Table 2 presents the porous volume (PV) of the sandstone cores used in EOR experiments and shows the results for oil initial saturation (S oi), oil residual saturation after the use of brine (S or_b) and after the use of nanoemulsions (S or_n), and oil displacement efficiency in conventional (E dc), enhanced (E dn), and total (E dT) stages.

Table 2 Oil recovery efficiency after injection of brine and nanoemulsion for all systems used and sandstone cores

The results for conventional displacement efficiency (E dc) have slight differences, which are related to the pore volume variation among the used sandstone cores. For core A, the recovery percentile of the oil in place by the advanced method (OOIPnano) was 16.7%, increasing the recovery percentage from 57.8% in the conventional recovery (OOIPbrine) up to 74.5% of total recovery (OOIPTotal). This enhancement in oil recovery can be attributed to the reduction in interface tension between nanoemulsion systems and reservoir fluids and to nanoemulsion high miscibility power. It was observed in EOR tests that the enhanced oil recovery for C, D, and E cores, where nanoemulsions III, IV, and V were injected, were greater than for cores A and B. The efficiency in oil displacement (OOIPnano) was improved with increasing polymer concentration (I—16.7% ≤ II—16.3% < III—22.8% < IV—27.9% < V—33.0%), reaching twice the efficiency of the nanoemulsion without polymer addition. The apparent viscosity of nanoemulsions IV and V were higher than the one for the crude oil used (15.30 cP at 30 °C and 200 s−1). This is an important observation, considering that more viscous fluids can prevent the formation of preferential paths, increasing the fluid-oil contact, and, consequently, displacing the retained oil. Previous research involving microemulsion systems (using higher surfactant percentages) show oil displacement efficiencies similar to the ones presented in this work [5, 6, 33].

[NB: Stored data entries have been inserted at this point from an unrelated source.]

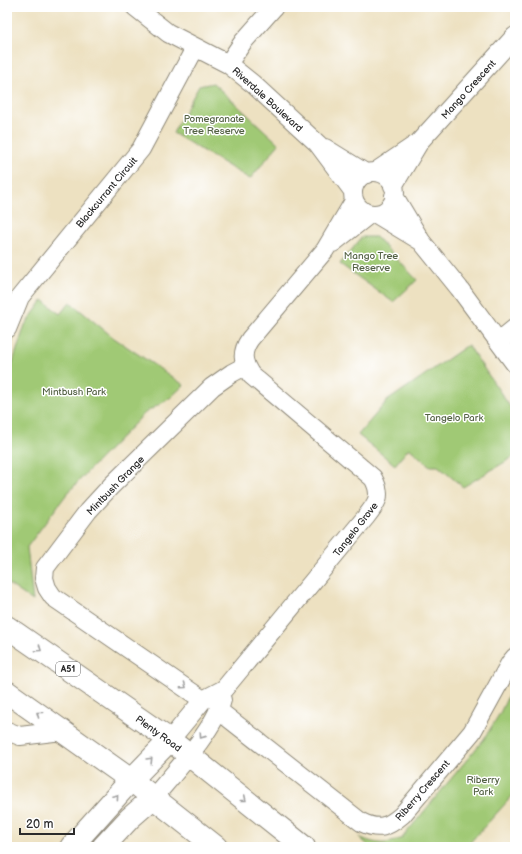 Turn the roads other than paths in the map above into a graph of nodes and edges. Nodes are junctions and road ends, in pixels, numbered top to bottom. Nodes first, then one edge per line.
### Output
1 (135, 7) edge
2 (274, 7) edge
3 (515, 36) edge
4 (195, 48) junction
5 (228, 64) junction
6 (420, 141) junction
7 (318, 144) junction
8 (371, 173) junction
9 (394, 191) junction
10 (353, 196) junction
11 (373, 214) junction
12 (421, 241) junction
13 (325, 250) junction
14 (515, 328) edge
15 (7, 329) edge
16 (499, 341) junction
17 (515, 364) edge
18 (245, 366) junction
19 (7, 626) edge
20 (515, 657) edge
21 (224, 689) junction
22 (7, 692) edge
23 (203, 700) junction
24 (218, 710) junction
25 (7, 731) edge
26 (62, 731) junction
27 (170, 740) junction
28 (188, 755) junction
29 (131, 780) junction
30 (154, 797) junction
31 (71, 847) edge
32 (103, 847) edge
33 (216, 847) edge
34 (304, 847) edge

1 - 4 street, Riverdale Boulevard
2 - 5 street
3 - 6 street, Mango Crescent
4 - 5 street, Riverdale Boulevard
4 - 15 street, Blackcurrant Circuit
5 - 7 street, Riverdale Boulevard
6 - 8 street, Mango Crescent
6 - 9 street, Mango Crescent
7 - 8 street, Riverdale Boulevard
7 - 10 street, Riverdale Boulevard
8 - 9 street
8 - 10 street
9 - 11 street
9 - 12 street
10 - 11 street
10 - 13 street
11 - 12 street
11 - 13 street
12 - 16 street
13 - 18 street
14 - 16 street
16 - 17 street
18 - 21 street, Tangelo Grove
18 -> 23 street, Mintbush Grange
19 -> 27 main road, Plenty Road / A51
20 - 24 street, Riberry Crescent
21 - 23 street, Tangelo Grove
21 - 24 street, Tangelo Grove
26 -> 22 main road
23 - 27 street, Tangelo Grove
24 -> 28 street, Tangelo Grove
25 - 26 street
26 - 29 main road
27 - 28 main road, Plenty Road / A51
29 -> 27 main road
28 - 30 street, Tangelo Grove
28 -> 34 main road, Plenty Road / A51
29 - 30 main road
31 -> 29 main road
30 - 32 main road
30 - 33 main road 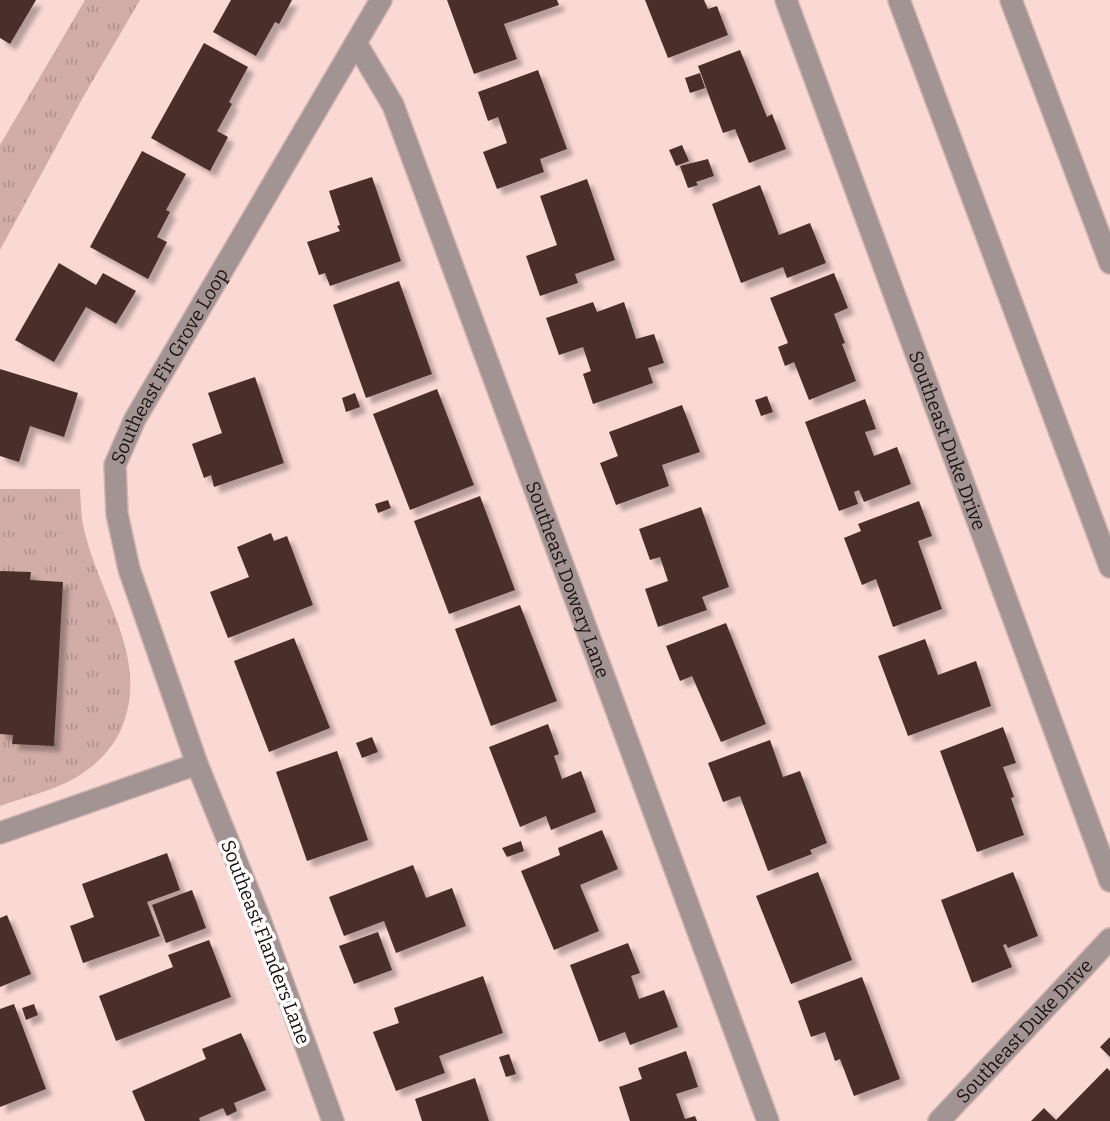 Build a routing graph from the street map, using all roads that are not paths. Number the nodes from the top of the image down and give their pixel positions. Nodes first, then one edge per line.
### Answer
1 (381, 0) edge
2 (786, 0) edge
3 (899, 0) edge
4 (1011, 0) edge
5 (356, 43) junction
6 (1110, 263) edge
7 (1110, 567) edge
8 (197, 764) junction
9 (0, 833) edge
10 (1110, 881) edge
11 (1110, 939) edge
12 (333, 1121) edge
13 (768, 1121) edge
14 (939, 1121) edge

1 - 5 street, Southeast Fir Grove Loop
2 - 10 street, Southeast Duke Drive
3 - 7 street
4 - 6 street
5 - 8 street, Southeast Fir Grove Loop
5 - 13 street, Southeast Dowery Lane
8 - 9 street
8 - 12 street, Southeast Flanders Lane
11 - 14 street, Southeast Duke Drive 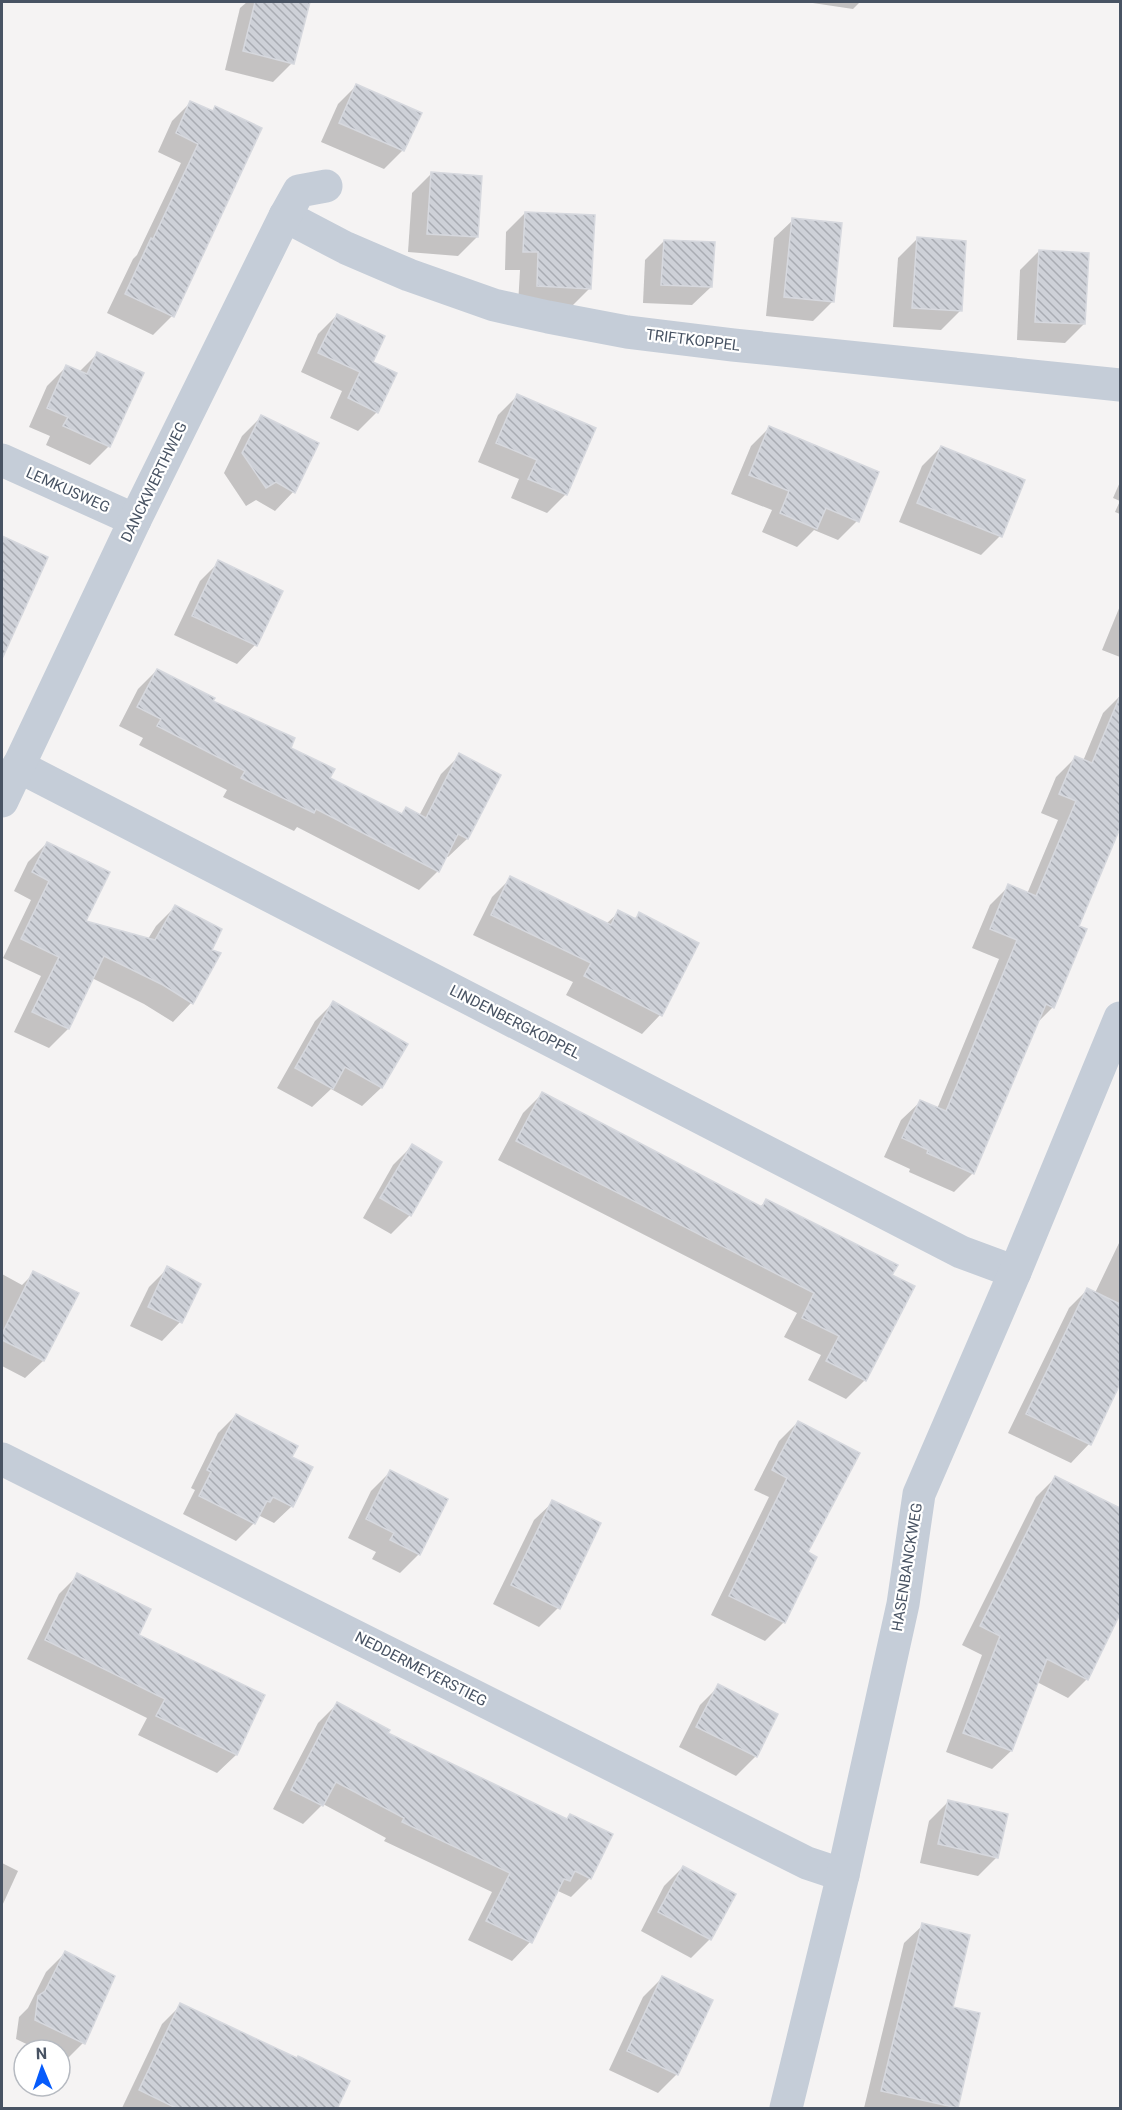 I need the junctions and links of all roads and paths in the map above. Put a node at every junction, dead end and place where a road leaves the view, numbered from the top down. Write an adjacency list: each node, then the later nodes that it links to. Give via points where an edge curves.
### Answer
1 (326, 186): 2 (street, DANCKWERTHWEG, via 300,191)
2 (285, 216): 3 (street, TRIFTKOPPEL, via 409,275 494,305 548,317 627,332 733,345); 5 (street, DANCKWERTHWEG)
3 (1120, 385)
4 (2, 460): 5 (street, LEMKUSWEG)
5 (135, 520): 6 (street, DANCKWERTHWEG)
6 (18, 766): 7 (street, DANCKWERTHWEG); 9 (street, LINDENBERGKOPPEL, via 961,1252)
7 (2, 801)
8 (1120, 1018): 9 (street, HASENBANCKWEG)
9 (1015, 1272): 11 (street, HASENBANCKWEG, via 919,1494 903,1604)
10 (2, 1459): 11 (street, NEDDERMEYERSTIEG, via 807,1863)
11 (843, 1875): 12 (street, HASENBANCKWEG)
12 (786, 2109)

Figure 10 shows the behavior of oil recovery efficiency by conventional and enhanced methods as a function of pore volume injected for core E, where the best result was obtained. One can observe that cumulative oil production starts when pore volume values are higher than 0.4. After this point, the volume of oil produced decreases with the increase in volume of brine injected, having a tendency to remain constant. The following stage is the injection of the nanoemulsion, seeking to recover additional oil volume. In Fig. 10, one can also observe the fractional flow of injected fluids (F w) during the recovery steps. It is possible to note that this fraction increases initially and tends to become constant during conventional oil production. However, with the injection of the nanoemulsion, this flow tends to reduce, since the injection of this fluid works as an alternative to increase the volume of oil produced and, consequently, reduces the production of the injected fluid.

Fig. 10
figure 10

Efficiency of conventional and enhanced oil recovery (Core E, nanoemulsion with 0.40 wt% polymer) and the fractional flow of the produced injected fluids (F w)

Conclusions

In this work, low oil content nanoemulsion systems (LONano) were developed, characterized, and used in enhanced oil recovery experiments. Based on the experimental results, the following conclusions can be drawn:

  • The methodology proposed for the obtaining of LONano systems was effective, with systems showing clear appearance and no visual changes over time;

  • The LONano systems were classified as monodisperse, with small particle size and low PDI;

  • The addition of polymer to the nanoemulsions resulted in more viscous systems;

  • The oil displacement efficiency is directly proportional to the increase in viscosity, with nanoemulsion V (0.4 wt% polymer) presenting the highest residual oil recovery (76.8%), resulting in the highest total oil in place recovery (90.0%).